DATASET RECORDS below:
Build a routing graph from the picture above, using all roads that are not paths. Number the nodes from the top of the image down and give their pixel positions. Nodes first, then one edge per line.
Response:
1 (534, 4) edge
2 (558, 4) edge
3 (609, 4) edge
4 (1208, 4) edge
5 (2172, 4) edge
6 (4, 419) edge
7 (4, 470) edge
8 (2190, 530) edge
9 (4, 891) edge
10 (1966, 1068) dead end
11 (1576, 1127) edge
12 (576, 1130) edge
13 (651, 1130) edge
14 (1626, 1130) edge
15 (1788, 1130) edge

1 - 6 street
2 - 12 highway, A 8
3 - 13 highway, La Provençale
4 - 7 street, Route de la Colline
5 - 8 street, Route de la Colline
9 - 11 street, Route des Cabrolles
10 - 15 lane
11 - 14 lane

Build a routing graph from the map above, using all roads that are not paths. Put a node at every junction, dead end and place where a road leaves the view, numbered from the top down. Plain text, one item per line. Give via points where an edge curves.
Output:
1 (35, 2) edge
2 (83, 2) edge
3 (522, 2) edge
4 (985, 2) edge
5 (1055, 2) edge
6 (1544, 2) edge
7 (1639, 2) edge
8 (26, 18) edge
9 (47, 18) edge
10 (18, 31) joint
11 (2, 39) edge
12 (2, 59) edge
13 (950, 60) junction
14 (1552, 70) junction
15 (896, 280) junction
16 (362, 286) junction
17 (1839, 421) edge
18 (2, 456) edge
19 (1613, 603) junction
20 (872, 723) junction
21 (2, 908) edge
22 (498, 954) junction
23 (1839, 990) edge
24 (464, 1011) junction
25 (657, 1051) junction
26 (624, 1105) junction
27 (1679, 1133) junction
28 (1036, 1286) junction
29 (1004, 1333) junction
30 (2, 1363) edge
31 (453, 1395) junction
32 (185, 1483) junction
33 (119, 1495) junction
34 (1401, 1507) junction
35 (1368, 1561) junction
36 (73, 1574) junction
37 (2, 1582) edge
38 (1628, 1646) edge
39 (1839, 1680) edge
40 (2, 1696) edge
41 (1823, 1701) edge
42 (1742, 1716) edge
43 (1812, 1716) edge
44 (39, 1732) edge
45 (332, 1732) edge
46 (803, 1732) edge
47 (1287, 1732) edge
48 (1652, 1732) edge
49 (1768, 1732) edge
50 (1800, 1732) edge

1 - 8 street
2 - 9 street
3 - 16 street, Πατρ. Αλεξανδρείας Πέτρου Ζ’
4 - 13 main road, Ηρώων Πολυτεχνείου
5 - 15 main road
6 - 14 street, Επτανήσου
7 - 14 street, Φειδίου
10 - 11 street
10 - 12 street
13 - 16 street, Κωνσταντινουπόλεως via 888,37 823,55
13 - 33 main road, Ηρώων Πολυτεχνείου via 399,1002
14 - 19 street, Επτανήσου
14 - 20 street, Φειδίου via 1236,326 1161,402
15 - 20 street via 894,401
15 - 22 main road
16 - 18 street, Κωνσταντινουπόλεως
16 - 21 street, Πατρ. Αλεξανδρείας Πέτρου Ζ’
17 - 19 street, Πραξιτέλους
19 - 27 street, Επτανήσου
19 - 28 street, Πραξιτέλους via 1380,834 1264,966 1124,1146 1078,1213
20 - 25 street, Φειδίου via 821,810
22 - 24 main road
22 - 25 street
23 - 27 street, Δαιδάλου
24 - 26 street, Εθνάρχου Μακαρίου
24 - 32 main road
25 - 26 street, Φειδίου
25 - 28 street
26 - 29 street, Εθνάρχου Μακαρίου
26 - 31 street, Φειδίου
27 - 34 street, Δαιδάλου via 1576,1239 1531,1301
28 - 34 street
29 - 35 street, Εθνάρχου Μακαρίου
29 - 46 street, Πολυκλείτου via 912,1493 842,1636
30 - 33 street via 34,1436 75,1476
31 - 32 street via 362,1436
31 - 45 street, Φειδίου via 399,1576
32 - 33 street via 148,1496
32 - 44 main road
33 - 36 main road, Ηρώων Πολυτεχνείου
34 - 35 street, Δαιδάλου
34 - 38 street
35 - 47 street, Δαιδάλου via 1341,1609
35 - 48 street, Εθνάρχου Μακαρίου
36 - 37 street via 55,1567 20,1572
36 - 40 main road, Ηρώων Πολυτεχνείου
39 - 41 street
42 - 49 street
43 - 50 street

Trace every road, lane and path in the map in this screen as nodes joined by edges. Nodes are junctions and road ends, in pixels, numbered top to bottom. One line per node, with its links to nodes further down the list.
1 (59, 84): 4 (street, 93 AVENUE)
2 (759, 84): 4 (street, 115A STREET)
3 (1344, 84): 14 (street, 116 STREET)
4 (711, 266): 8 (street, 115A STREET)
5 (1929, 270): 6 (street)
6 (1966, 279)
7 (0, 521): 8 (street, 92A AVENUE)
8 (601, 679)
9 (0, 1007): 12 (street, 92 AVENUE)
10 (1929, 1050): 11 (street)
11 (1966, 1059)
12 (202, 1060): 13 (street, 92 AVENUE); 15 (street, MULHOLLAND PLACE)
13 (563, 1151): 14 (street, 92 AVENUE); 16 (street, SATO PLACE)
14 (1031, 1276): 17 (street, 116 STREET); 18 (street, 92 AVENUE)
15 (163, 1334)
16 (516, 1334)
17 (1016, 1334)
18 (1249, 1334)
End of DATASET RECORDS.
- **EXERCISE AIM**: Look above and return each line of the records exactly, from the very first through the line with "Build a routing graph from the map", both included.

- **REPLY**:
Build a routing graph from the picture above, using all roads that are not paths. Number the nodes from the top of the image down and give their pixel positions. Nodes first, then one edge per line.
Response:
1 (534, 4) edge
2 (558, 4) edge
3 (609, 4) edge
4 (1208, 4) edge
5 (2172, 4) edge
6 (4, 419) edge
7 (4, 470) edge
8 (2190, 530) edge
9 (4, 891) edge
10 (1966, 1068) dead end
11 (1576, 1127) edge
12 (576, 1130) edge
13 (651, 1130) edge
14 (1626, 1130) edge
15 (1788, 1130) edge

1 - 6 street
2 - 12 highway, A 8
3 - 13 highway, La Provençale
4 - 7 street, Route de la Colline
5 - 8 street, Route de la Colline
9 - 11 street, Route des Cabrolles
10 - 15 lane
11 - 14 lane

Build a routing graph from the map above, using all roads that are not paths. Put a node at every junction, dead end and place where a road leaves the view, numbered from the top down. Plain text, one item per line. Give via points where an edge curves.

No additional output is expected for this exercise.